The first stop on her itinerary is a centuries old mansion in Loch Lomond Scotland. The Awd Inn is run by the crusty widower Howard (Craig Ferguson, from How To Train Your Dragon and tv sitcom The Drew Carey Show, etc). Howard and his best friend Gavin (Ford Kiernan, from Ken Loach’s comedy The Angels’ Share, etc) seem to be the only staff at the inn though. Annabelle and Howard initially don’t hit it off and they clash over everything from their taste in movies to their attitude to life. But the pair slowly begin to bond over shared drinks, laughs and chores. But it is revealed late in the movie that Annabelle actually has an ulterior motive for her visit to this picturesque corner of Scotland.

Then Came You (also previously known as Love You To Death) is the first feature script written by Gifford and although it does draw upon some of her own experiences it is far from semi-autobiographical. Then Came You is pretty predictable stuff that follows the familiar tropes of the genre and it will certainly resonate with audiences of a certain age. Most of the audience will be able to see where it is headed from the outset. Along with Grammy award winning producer Brett James, Gifford has also written most of the bland and fairly forgettable songs that appear in the film, including the title track.

This is the sophomore feature for best-selling author turned filmmaker Adriana Trigiani (2014’s melodrama Big Stone Gap), and her direction is relaxed and unhurried, and suits the tone of the film perfectly.

Gifford and Ferguson have shared a similar career trajectory – talk show hosts, game show hosts, television stars – which makes for an easy-going rapport between them. The role of the sarcastic, wise-cracking Howard is a perfect fit for Ferguson and was written especially for him. Ferguson particularly revels in the double entendres that litter the dialogue.

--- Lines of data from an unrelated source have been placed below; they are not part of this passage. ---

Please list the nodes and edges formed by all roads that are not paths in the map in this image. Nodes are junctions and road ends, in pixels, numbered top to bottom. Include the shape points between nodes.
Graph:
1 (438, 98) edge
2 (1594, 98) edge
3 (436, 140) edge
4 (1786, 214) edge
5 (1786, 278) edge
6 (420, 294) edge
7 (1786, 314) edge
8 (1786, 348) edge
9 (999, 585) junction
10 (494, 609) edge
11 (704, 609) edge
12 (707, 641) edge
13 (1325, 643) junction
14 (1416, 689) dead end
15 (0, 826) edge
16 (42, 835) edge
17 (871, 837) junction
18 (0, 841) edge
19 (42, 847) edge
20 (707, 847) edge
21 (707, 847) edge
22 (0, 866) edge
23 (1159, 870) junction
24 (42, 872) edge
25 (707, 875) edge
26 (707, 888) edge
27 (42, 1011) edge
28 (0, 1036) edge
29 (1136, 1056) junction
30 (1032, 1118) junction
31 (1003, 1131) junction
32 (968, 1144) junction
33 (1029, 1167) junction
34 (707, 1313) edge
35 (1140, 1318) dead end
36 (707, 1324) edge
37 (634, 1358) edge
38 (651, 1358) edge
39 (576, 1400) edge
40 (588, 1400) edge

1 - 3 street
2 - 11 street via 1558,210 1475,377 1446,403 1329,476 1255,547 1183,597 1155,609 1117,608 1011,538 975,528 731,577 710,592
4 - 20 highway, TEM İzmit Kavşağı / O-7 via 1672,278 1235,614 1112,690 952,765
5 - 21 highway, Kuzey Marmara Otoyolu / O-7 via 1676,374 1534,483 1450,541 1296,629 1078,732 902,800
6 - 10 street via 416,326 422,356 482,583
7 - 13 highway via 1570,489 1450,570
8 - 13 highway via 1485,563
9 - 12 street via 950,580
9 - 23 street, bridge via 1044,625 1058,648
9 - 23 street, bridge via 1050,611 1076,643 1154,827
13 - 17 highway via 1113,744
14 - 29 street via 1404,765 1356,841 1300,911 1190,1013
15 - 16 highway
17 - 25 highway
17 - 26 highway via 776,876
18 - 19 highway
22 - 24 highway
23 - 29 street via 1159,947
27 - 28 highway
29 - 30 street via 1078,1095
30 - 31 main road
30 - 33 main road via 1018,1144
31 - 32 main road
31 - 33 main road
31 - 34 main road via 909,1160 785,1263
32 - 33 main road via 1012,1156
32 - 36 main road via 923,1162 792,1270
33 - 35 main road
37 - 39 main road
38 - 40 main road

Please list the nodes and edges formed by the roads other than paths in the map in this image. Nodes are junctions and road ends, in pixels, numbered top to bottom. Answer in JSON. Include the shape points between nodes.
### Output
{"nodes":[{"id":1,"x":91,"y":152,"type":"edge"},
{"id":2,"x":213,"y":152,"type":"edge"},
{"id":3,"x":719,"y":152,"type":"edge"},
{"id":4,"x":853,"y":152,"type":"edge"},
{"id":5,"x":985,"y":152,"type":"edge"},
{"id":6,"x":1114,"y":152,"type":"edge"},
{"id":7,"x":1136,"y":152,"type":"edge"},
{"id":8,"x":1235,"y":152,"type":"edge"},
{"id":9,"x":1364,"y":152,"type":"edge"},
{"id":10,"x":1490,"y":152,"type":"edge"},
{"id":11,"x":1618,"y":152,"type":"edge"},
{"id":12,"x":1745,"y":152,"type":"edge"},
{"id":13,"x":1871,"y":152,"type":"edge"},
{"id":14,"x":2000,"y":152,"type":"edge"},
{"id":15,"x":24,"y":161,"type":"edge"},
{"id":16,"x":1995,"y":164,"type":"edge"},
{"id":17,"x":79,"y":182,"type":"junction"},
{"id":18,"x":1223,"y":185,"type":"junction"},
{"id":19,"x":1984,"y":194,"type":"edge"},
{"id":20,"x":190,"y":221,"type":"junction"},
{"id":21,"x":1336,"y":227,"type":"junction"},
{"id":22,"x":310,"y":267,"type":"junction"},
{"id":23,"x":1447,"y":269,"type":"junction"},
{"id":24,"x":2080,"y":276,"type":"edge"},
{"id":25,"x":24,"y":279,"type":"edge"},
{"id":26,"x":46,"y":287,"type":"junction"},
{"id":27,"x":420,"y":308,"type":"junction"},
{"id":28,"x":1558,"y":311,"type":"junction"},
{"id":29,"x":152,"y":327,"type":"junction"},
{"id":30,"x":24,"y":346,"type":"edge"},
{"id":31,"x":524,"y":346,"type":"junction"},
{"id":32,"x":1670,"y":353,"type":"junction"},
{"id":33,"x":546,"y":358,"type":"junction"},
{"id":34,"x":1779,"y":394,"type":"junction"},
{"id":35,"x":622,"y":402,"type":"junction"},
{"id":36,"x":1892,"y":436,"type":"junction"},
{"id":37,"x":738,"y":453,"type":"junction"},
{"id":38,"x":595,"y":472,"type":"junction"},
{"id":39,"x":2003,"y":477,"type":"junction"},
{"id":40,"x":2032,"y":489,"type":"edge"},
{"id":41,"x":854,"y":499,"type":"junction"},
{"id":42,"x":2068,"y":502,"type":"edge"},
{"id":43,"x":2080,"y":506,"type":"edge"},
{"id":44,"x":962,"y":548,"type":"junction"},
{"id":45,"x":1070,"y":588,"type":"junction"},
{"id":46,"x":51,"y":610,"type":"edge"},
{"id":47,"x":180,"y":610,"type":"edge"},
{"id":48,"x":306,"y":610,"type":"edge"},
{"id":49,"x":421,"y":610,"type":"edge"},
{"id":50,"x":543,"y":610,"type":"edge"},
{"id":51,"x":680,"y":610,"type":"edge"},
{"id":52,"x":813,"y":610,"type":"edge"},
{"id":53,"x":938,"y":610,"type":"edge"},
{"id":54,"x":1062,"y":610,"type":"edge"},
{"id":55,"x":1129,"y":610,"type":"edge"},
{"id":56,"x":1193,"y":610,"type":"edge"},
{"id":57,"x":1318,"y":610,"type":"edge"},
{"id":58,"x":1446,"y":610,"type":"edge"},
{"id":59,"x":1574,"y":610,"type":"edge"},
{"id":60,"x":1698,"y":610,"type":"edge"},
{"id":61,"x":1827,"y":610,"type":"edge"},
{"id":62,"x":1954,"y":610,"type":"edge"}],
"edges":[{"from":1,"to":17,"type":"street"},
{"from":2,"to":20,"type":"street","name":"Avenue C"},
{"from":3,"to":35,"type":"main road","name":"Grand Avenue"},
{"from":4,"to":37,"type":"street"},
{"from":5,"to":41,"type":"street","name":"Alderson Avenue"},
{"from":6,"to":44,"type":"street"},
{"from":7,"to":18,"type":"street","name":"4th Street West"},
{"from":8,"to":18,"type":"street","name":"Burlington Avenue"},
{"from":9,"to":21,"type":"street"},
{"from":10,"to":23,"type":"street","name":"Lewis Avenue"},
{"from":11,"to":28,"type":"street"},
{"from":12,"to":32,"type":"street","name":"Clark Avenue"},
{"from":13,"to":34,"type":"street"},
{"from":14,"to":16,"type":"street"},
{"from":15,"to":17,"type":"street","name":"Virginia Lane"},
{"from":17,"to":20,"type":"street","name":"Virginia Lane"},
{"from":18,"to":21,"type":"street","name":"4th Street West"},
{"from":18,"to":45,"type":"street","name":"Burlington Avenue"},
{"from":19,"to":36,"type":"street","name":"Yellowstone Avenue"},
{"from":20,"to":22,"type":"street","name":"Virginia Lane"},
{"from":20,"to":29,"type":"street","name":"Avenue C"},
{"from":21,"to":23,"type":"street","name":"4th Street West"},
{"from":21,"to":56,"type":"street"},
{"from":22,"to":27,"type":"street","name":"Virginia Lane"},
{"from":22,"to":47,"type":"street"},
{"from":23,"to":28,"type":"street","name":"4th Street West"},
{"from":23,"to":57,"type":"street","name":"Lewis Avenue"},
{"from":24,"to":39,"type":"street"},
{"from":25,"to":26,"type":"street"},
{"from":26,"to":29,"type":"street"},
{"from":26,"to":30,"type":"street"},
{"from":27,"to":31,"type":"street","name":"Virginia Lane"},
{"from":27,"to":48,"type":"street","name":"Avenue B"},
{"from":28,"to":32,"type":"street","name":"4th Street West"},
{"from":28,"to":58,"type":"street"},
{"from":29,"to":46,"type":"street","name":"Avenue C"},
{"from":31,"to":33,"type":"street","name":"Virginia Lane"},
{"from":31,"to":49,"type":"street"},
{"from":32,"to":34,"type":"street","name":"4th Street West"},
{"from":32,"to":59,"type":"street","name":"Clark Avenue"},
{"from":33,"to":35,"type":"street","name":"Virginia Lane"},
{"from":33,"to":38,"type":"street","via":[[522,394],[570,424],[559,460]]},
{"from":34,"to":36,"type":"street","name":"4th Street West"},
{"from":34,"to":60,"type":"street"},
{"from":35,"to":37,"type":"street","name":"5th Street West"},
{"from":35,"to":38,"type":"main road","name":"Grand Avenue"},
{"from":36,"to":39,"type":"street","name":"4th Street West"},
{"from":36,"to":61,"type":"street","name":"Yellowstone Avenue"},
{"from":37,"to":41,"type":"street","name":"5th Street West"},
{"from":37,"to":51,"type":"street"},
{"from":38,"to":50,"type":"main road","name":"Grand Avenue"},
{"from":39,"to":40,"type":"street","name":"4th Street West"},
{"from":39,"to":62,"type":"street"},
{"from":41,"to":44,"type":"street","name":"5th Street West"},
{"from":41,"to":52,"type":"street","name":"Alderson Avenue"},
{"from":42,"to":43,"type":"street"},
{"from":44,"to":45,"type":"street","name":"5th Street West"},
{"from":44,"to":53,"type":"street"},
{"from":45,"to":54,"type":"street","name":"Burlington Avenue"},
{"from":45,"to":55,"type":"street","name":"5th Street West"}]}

Gavin is one of the more colourful and quirky characters in the film and Kiernan brings some spark to the tired formula in the role. Elizabeth Hurley contributes little more than a classy cameo as Clare, Howard’s rich and entitled fiancée, a hard-nosed businesswoman with grand designs for the old inn.

There is some breathtaking scenery of the Scottish landscape, beautifully shot in widescreen by cinematographer Reynaldo Villalobos (tv series Breaking Bad, etc), and the production design from Andy Harris (Sunset Song, etc) is sumptuous.